Nous échangeâmes un regard gêné, avec Marc.

— Je dois me sauver, annonçai-je à Abuelo. Merci, j’ai passé un superbe moment avec vous.

— Tu es mignonne.

Je lui fis une bise. Marc me suivit sur le trottoir.

— Yaël.

— Marc, dis-je en même temps que lui.

On se sourit en soupirant l’un comme l’autre.

— On oublie hier soir ? me demanda-t-il.

— C’est pour ça que je suis venue ce midi.

— Il faudra que tu me racontes comment tu t’es retrouvée dans cette situation avec Abuelo.

— Hors de question, c’est un secret entre lui et moi, déclarai-je, la mine conspiratrice.

— Incroyable, je suis même jaloux de mon grand-père… Si j’avais su que ça m’arriverait ! Tu me fais quoi, Yaël ?

J’éclatai de rire.

— Rien, je ne te fais rien… Il faut vraiment que j’y aille.

— On se voit ce soir ?

— Je n’ai aucune idée de l’heure à laquelle je finis, je préfère te prévenir. Je ferai mon maximum…

— Passe chez moi après. Pas de scène, promis. Je t’attendrai.

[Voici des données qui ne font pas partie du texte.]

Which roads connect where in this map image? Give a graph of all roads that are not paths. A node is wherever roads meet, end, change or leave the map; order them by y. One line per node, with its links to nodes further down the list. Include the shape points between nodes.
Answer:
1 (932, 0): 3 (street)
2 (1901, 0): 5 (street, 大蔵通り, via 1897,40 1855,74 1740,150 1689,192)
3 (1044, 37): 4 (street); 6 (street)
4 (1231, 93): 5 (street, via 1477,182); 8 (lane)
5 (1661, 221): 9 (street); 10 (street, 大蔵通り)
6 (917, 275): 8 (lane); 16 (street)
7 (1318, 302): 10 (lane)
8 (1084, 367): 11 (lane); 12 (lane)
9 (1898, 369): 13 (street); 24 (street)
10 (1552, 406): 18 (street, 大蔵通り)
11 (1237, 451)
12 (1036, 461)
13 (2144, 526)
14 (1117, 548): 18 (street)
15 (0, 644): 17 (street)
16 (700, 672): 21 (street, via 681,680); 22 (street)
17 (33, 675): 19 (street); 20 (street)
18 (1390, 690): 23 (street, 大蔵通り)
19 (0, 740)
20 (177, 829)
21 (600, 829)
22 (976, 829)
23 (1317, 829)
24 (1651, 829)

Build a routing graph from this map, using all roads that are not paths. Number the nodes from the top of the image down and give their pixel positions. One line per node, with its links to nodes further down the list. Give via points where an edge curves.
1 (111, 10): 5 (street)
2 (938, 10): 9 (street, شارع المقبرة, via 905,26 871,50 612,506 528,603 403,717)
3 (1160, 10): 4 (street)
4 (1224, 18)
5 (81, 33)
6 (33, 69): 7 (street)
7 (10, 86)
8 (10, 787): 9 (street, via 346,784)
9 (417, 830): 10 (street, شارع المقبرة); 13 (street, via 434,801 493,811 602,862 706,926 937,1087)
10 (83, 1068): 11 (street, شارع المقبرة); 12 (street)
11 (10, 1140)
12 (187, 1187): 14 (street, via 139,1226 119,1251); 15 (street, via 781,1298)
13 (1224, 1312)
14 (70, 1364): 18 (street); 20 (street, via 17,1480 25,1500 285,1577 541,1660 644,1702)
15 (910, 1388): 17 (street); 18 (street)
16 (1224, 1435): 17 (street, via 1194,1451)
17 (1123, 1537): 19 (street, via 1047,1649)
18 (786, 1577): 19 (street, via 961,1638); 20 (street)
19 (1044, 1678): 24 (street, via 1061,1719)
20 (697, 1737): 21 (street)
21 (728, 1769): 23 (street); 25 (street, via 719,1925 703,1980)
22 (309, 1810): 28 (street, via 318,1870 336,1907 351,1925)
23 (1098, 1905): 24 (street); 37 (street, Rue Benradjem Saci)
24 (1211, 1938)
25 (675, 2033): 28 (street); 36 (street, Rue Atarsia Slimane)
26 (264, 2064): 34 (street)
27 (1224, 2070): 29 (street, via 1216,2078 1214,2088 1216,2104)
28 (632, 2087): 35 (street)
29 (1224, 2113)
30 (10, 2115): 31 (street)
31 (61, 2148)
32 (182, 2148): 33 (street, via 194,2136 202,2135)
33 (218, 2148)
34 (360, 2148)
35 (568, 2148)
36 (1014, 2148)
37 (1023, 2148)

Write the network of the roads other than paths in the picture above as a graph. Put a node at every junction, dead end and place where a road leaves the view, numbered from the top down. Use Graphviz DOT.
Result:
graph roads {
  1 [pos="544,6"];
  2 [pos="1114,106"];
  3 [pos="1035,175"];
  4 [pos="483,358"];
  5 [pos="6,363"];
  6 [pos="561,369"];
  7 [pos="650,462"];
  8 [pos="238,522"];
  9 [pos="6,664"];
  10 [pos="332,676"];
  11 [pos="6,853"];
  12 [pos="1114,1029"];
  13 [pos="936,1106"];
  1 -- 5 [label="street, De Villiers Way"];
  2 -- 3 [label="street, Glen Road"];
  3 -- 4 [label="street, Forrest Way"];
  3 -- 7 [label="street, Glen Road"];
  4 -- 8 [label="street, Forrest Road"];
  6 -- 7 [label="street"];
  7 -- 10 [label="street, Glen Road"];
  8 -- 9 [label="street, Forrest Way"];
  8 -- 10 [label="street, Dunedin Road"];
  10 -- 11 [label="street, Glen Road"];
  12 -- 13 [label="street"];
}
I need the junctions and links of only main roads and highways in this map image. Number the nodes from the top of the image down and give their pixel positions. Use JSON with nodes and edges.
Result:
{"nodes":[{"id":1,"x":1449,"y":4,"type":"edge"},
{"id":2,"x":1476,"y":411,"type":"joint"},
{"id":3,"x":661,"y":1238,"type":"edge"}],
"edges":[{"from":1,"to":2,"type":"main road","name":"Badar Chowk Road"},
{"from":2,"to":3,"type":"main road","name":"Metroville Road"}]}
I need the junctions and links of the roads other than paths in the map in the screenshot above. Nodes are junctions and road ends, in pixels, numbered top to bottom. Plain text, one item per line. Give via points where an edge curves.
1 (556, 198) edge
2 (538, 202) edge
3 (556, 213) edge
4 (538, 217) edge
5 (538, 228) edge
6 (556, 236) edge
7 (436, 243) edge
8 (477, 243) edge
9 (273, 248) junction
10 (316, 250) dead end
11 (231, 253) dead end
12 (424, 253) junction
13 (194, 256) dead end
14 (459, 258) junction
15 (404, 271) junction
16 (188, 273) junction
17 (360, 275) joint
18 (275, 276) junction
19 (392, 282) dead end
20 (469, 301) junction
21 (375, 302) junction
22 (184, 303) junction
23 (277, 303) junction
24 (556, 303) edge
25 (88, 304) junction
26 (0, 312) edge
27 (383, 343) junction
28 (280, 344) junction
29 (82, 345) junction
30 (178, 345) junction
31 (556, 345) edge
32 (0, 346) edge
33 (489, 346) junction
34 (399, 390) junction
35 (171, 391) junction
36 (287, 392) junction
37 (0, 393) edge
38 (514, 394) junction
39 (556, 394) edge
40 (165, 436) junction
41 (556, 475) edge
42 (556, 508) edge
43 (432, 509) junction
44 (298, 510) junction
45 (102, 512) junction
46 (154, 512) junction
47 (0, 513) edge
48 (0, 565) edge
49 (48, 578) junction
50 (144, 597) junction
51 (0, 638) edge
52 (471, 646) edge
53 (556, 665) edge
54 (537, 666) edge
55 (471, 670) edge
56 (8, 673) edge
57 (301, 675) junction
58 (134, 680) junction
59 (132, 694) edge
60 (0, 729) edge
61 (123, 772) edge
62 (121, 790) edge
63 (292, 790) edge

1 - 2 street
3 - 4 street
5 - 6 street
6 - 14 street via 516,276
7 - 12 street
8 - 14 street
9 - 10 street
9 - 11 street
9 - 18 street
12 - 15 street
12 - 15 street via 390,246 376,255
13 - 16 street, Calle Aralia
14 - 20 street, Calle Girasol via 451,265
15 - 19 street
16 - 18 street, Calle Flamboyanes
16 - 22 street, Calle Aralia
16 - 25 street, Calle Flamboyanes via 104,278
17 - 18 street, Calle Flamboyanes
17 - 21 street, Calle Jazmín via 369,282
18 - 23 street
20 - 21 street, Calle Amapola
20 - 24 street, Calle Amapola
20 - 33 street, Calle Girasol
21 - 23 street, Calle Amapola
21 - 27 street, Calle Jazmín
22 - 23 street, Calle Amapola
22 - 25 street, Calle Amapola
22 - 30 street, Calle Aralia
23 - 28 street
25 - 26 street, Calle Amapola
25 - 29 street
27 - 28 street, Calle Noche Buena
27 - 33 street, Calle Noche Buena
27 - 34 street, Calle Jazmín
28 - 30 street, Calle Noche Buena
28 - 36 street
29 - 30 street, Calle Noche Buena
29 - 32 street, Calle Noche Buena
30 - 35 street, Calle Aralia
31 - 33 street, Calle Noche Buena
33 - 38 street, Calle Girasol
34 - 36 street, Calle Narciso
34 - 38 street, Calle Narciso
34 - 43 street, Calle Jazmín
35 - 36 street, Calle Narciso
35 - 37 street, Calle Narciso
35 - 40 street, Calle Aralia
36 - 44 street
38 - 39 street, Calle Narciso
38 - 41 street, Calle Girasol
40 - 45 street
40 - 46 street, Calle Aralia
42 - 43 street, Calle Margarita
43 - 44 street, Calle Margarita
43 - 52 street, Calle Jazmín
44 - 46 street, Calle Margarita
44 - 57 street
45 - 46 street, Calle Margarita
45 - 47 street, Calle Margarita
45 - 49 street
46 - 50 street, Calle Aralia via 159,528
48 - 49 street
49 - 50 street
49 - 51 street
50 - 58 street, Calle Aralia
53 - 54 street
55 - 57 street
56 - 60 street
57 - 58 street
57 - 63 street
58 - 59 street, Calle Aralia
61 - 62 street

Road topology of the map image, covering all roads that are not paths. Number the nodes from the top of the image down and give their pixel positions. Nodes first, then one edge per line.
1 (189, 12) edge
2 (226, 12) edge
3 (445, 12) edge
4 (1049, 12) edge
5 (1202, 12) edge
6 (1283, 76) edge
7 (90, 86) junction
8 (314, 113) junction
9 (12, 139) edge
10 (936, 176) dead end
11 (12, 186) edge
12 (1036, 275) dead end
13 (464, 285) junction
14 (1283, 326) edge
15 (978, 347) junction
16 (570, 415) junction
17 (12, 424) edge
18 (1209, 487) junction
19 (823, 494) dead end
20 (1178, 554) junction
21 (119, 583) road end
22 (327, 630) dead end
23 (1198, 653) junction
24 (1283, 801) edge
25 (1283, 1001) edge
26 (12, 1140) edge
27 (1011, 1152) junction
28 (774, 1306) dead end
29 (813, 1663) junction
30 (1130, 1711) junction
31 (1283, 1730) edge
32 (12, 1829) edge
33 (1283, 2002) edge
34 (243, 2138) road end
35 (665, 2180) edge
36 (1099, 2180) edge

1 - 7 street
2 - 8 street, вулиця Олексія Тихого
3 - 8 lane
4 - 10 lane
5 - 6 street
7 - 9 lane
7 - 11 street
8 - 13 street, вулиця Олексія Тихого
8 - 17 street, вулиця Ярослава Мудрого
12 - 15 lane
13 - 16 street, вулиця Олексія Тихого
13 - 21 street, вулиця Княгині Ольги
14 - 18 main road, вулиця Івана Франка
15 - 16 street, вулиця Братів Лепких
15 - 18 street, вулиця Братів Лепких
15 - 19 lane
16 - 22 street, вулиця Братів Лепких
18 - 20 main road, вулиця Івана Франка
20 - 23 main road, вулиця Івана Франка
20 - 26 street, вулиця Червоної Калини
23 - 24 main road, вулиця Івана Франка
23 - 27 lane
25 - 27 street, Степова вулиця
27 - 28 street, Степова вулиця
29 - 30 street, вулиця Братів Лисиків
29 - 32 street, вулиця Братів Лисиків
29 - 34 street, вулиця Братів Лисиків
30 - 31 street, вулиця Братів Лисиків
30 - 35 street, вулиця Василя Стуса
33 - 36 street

Mon cœur battit plus vite.

— D’accord.

Je déposai un baiser sur sa joue, et partis plus légère qu’à mon arrivée. Rien ne s’était passé comme je l’imaginais, pourtant, je me sentais bien, requinquée. En grimpant dans le taxi, je regardai par-dessus mon épaule, Marc était appuyé sur le seuil de la brocante, et ne me quittait pas des yeux ; mon sourire s’élargit encore plus.


J’arrivai à la brocante à plus de 22 h 30, les lumières étaient encore allumées, je frappai deux petits coups à la porte, Marc arriva immédiatement et m’ouvrit. Il m’attendait. Comment croire une chose pareille ? Quelle sensation étrange, délicate, apaisante… et rassurante après l’accrochage de la veille.

— Salut, me dit-il en m’attirant dans ses bras.

C’était la première fois qu’il avait ce genre de geste, je nichai mon visage dans son cou, en repoussant avec mon nez l’encolure de sa chemise, j’avais envie de sa peau et de son parfum. J’aurais pu rester là des heures, sauf qu’il en décida autrement : il prit mon cou entre ses mains et m’embrassa, d’une façon qui me dérouta, il était tendre et dur à la fois ; je m’accrochai à ses poignets, sentant sa montre dans ma paume.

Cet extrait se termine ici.